A few years later, we decided to travel fulltime. We’re glad we didn’t make the big move to Port Townsend, because we surely wouldn’t have left a new home to travel. But we still harbor a fondness for Port Townsend, and stop there almost every year en route to our summers on Lopez Island. Each time, we find the town just as appealing as we did the first time around.

Port Townsend is a gem. But not an overly polished gem, which suits us just fine. Positioned at the northeastern tip of the Olympic Peninsula, the location is idyllic, with expansive views of protected waters and distant snow-capped mountains.

View from the waterfront on a busy day

Music on the waterfront; there’s always something interesting and spontaneous happening

Port Townsend experienced a building boom in the late 1880’s when the idea of connecting the town to the transcontinental railroad was hatched. Many believed that the town was destined to become a major shipping port on the west coast, akin to San Francisco.

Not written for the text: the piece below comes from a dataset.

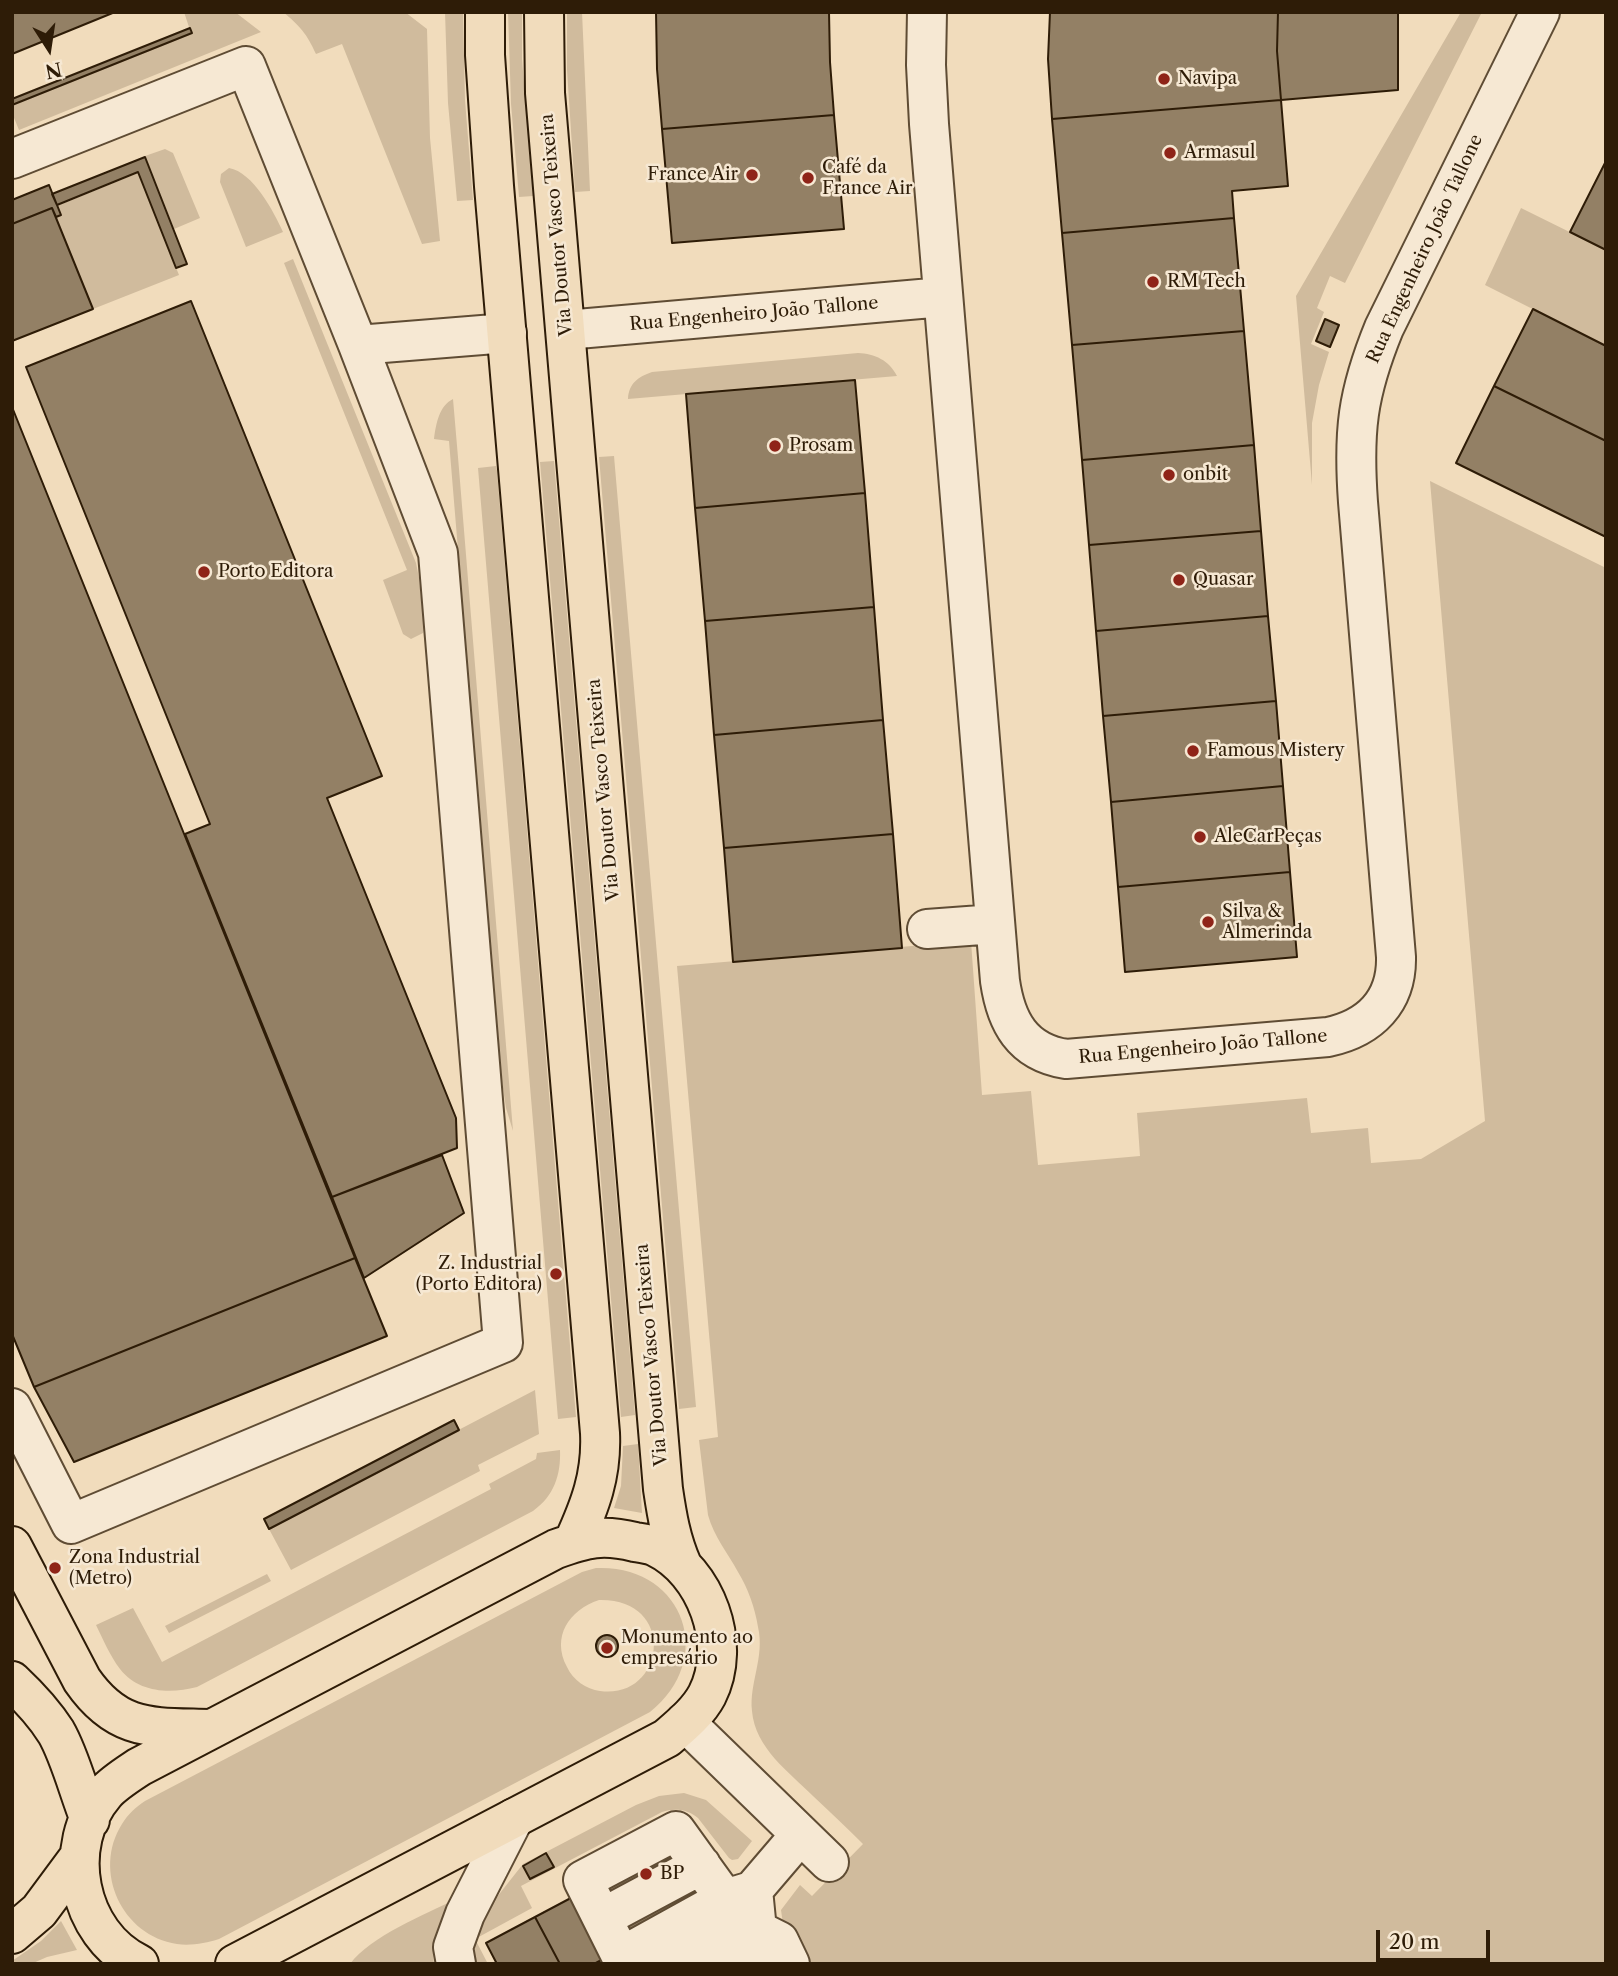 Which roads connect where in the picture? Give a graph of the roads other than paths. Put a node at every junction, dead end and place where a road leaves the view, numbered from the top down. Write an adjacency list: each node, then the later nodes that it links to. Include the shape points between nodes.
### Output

Elaborate Victorian homes, mercantile establishments, and enormous brick waterfront warehouses sprung up to meet the anticipated demand. But only a decade later, the dream evaporated when the railroad stopped short in Tacoma.

People moved away, grand buildings and warehouses sat empty, and Port Townsend was essentially frozen in time. When historic preservation became popular in the 1970’s, new life was breathed into the town. Walking and biking around Port Townsend feels like being transported back in time to a prosperous and bustling Victorian seaport.

Wonderful old brick buildings with original signage, circa late 1800’s

Walkable and interesting downtown Port Townsend

The Downtown Waterfront District was once the rough and rowdy area of Victorian Port Townsend—shanghaiing men and pressing them into service on a merchant ship was common practice. The town is much tamer today, although still colorful. Unique independent shops, galleries, boutique hotels, and cafés occupy 1880’s era saloons, rooming houses, brothels, and warehouses. Up on the hill, in the swanky Uptown District, grand old Victorian homes and churches predominate.

There’s no end to historical buildings in Port Townsend; this is the Uptown District

A Victorian beauty, well preserved in the Uptown District

We plan our visits to coincide with the weekly farmers’ market. Port Townsend is a small town, but the farmers’ market is superb. Local, organic, creative, delicious—it rivals any market we’ve found anywhere. There’s a tiny market on Wednesdays, but the Saturday market is the one you want to go to.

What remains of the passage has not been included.